Any comic could mine a topic like “boxers versus briefs” for some easy, observational material. For Louis C.K., “boxers versus briefs” is a confession. It’s a chance for him to merrily reveal how his crotch “looks like a pig’s ass when I’m naked.” Which is not the worst of C.K.’s confessions from his brutally funny new special, Chewed Up, which is out on DVD and CD tomorrow.
Here’s a sample from that routine, “My Horrible Body.”
The Newton native does not ease into uncomfortable subjects. The minute he hits the stage of the Berklee Performance Center, C.K. starts into a favorite topic of one of his idols, George Carlin, taking on three specific terms in “Offensive Words.” Here’s a clip from the bit, in which C.K. explains his hatred for “The ‘N’ Word.”

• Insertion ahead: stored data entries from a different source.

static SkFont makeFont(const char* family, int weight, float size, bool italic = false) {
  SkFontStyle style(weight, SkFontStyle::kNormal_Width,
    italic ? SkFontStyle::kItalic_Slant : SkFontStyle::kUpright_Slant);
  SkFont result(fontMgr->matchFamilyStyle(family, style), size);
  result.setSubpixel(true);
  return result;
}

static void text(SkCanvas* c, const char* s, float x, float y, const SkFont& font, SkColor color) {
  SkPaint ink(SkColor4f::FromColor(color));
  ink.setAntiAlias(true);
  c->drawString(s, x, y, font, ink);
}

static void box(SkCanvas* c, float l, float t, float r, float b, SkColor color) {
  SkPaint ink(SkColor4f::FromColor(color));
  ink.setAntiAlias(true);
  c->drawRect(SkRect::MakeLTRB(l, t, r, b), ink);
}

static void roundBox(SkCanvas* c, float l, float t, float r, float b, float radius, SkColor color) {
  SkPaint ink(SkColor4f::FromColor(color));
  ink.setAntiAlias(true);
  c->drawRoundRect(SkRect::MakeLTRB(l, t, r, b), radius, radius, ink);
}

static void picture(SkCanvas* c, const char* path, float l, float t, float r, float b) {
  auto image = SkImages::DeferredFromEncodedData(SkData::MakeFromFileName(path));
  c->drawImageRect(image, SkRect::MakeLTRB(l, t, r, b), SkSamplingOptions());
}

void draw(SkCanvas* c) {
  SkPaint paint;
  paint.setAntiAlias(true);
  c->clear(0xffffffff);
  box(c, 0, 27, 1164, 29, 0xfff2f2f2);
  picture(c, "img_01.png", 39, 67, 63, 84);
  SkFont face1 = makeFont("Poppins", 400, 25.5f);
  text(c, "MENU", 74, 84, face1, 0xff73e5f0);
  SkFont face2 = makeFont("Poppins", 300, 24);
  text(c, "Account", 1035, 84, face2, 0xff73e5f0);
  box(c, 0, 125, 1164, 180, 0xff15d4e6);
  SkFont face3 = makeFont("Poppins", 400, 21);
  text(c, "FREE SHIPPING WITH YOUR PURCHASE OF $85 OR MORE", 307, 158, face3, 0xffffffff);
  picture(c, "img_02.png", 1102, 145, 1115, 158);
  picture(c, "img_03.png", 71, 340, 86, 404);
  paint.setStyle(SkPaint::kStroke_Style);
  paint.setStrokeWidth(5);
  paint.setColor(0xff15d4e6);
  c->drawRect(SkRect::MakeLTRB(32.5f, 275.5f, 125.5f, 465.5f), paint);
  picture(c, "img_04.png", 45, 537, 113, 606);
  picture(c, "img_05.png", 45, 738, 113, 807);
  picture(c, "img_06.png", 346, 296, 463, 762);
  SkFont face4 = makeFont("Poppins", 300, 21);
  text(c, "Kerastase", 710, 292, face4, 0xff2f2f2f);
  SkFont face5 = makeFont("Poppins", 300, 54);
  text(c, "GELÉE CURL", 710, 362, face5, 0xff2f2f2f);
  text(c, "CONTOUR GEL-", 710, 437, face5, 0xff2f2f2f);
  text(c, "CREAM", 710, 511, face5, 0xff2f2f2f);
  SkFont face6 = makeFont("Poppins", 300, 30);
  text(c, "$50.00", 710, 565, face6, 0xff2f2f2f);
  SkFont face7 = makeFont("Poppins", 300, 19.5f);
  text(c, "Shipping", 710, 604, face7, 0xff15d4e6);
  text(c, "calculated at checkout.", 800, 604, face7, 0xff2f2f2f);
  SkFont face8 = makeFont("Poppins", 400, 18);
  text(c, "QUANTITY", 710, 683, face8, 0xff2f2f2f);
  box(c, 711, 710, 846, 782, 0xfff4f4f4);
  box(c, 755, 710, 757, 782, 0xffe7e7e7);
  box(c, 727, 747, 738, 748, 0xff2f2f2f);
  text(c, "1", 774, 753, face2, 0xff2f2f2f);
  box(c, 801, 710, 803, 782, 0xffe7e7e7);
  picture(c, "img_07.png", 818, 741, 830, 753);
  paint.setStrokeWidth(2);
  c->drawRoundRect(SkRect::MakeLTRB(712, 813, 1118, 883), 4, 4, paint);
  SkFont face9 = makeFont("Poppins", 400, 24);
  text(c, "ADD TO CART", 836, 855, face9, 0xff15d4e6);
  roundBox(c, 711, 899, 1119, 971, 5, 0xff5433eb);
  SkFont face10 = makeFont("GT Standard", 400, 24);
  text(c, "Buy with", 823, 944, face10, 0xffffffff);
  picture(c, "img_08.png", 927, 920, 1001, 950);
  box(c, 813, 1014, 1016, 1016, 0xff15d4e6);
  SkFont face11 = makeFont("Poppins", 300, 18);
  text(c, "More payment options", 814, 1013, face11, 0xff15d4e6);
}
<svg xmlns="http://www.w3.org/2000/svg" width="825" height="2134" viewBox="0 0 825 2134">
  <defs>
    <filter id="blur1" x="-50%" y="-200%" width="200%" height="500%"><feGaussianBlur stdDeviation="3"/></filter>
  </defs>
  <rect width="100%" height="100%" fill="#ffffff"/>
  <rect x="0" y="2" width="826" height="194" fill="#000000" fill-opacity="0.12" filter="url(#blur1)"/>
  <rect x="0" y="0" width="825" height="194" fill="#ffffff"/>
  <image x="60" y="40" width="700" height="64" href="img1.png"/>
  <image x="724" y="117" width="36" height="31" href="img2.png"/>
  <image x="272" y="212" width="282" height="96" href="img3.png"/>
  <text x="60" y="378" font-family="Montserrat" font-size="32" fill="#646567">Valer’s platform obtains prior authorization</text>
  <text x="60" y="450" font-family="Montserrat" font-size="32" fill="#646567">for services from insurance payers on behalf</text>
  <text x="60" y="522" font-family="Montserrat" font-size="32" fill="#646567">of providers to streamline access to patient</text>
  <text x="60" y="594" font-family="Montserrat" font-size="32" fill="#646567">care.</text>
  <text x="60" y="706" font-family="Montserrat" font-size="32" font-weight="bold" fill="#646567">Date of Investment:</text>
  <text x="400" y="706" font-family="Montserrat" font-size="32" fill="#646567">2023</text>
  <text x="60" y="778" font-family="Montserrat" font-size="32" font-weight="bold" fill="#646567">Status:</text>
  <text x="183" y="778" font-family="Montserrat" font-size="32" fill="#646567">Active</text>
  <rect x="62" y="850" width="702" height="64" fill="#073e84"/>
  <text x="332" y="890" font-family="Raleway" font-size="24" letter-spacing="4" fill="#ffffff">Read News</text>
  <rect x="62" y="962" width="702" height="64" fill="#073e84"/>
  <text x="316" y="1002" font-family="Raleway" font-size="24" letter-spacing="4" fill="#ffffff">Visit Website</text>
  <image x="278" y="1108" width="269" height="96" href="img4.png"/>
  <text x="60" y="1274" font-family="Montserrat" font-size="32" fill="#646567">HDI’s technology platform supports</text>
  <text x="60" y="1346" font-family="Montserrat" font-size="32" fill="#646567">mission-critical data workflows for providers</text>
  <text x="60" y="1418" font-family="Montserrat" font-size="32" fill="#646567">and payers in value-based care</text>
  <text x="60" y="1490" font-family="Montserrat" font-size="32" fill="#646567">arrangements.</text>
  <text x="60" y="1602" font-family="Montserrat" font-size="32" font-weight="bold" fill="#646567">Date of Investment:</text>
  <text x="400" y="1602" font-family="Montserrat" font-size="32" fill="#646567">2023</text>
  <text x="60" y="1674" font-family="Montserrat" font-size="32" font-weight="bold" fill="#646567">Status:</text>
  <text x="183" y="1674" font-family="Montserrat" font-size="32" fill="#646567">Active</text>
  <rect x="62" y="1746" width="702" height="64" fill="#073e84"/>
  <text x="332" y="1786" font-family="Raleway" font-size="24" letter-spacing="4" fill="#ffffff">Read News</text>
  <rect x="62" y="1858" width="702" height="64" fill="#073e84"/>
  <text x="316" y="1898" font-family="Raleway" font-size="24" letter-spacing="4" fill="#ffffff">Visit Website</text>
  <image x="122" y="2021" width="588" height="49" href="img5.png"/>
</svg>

There is an undeniable logic to even the most potentially offensive of C.K.’s thoughts that short circuits the immediate shock and leaves you saying, “Huh, that makes sense.” He looks at everything with a sort of dark wonderment, whether it’s the beautiful nonsense that his kids (and all kids) constantly spout (“A Three-Year-Old’s Secret”), his diet (“My Horrible Body”), or race (“I Enjoy Being White”).
When he goes to his doctor for a sore ankle, the 40-year-old C.K. is told there is no remedy, just painful stretching he’ll have to do from now on – “That’s just a new thing you do until you and your shitty ankle both die.” He sums up the history of race relations in a tidy hypothetical – as a white person, he could get into a time machine and go anywhere and know it would be all right.
As he notes in the bonus interview on the DVD, C.K. took a minimalist approach to the setting and lights, which has the effect of focusing attention on his comedy. (If that seems strangely obvious to you, compare Chewed Up to Bill Maher’s last special, The Decider, which was broadcast live and taped in the same venue. That was meant to seem more like an event, an approach C.K. purposefully eschewed).
Chewed Up is stand-up comedy stripped down to its bare essentials, something we can expect to see from Louis C.K. about once a year. C.K. (and also notably, Bill Burr) has committed to leaving his old material behind after every special and starting work on the new one immediately following, in the tradition of George Carlin (to whom this special is dedicated). The more C.K., the better.
BONUS: The DVD is of special interest to Boston comedy nerds. Besides the aforementioned facts that C.K. is from Newton and the special was taped at Berklee, C.K. speaks at length in the bonus interview about his time here, remembering Chance Langton’s open mic at Stitches, seeking inspiration from WBCN’s Friday Funnies, and playing Off the Wall Cinema.